PARIS (AP) — In what appears to be the largest trading fraud ever carried out by a single person, a young trader at French bank Societe Generale is accused of making unauthorized bets on stock markets that cost the bank nearly $7.2 billion but may not have netted him a cent.

The bank called the fraud “exceptional in its size and nature,” and said it apparently went undetected for more than a year by its own multilayered security systems.

It would place the trader, identified as 31-year-old Jerome Kerviel, atop the pantheon of rogue traders for a scheme from which bank executives said he apparently did not make a personal profit.



Societe Generale Chief Executive Daniel Bouton said Mr. Kerviel’s motivations were “totally irrational” but gave no further clues to his motive.

The bank, France’s second-largest, said yesterday it had learned of the fraud last weekend. The timing could not have been worse: The bank was forced to sell Mr. Kerviel’s contracts just as stock markets were plunging worldwide. It took the bank three days to unload them.

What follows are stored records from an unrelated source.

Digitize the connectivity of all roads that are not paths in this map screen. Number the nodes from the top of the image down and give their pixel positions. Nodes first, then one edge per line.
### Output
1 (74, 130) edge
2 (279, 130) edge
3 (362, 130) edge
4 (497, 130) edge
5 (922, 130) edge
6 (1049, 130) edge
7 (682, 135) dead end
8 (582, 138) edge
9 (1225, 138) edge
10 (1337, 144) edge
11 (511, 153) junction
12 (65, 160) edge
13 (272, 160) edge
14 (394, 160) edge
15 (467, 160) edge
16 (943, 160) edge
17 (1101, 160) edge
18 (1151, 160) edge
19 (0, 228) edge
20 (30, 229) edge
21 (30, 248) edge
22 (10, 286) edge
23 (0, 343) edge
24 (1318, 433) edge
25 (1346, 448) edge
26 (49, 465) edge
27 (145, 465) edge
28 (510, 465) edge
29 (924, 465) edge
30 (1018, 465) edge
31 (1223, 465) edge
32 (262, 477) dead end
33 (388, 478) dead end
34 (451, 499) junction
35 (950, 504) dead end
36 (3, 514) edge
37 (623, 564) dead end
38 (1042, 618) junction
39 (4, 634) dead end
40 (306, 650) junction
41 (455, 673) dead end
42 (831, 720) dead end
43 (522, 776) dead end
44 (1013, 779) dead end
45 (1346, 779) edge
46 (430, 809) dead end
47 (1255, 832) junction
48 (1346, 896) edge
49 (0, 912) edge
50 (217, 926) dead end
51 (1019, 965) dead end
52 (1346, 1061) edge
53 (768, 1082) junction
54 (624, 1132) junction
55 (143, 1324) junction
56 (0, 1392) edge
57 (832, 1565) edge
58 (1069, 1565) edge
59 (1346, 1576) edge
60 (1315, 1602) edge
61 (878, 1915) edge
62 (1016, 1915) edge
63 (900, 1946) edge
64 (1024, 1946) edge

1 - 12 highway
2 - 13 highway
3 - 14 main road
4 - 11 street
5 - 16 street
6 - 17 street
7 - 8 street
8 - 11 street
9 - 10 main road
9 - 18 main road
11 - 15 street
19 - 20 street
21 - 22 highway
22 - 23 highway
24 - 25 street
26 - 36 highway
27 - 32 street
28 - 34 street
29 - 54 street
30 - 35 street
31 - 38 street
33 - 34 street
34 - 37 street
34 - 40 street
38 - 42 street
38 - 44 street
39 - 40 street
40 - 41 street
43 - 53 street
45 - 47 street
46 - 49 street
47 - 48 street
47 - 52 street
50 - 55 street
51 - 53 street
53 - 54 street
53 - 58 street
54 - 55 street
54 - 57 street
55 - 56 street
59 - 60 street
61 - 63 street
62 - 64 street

Societe Generale said the losses amounted to about $7.18 billion — one of history’s biggest banking frauds. It led to immediate calls for tighter regulation.

The fraud also raised comparisons to Nick Leeson, the trader who bankrupted British bank Barings in 1995 after he lost $1.38 billion on Asian futures markets, wiping out the bank’s cash reserves.

Mr. Leeson told the British Broadcasting Corp. yesterday that he was not shocked that such a fraud had happened again, but “the thing that really shocked me was the size of it.”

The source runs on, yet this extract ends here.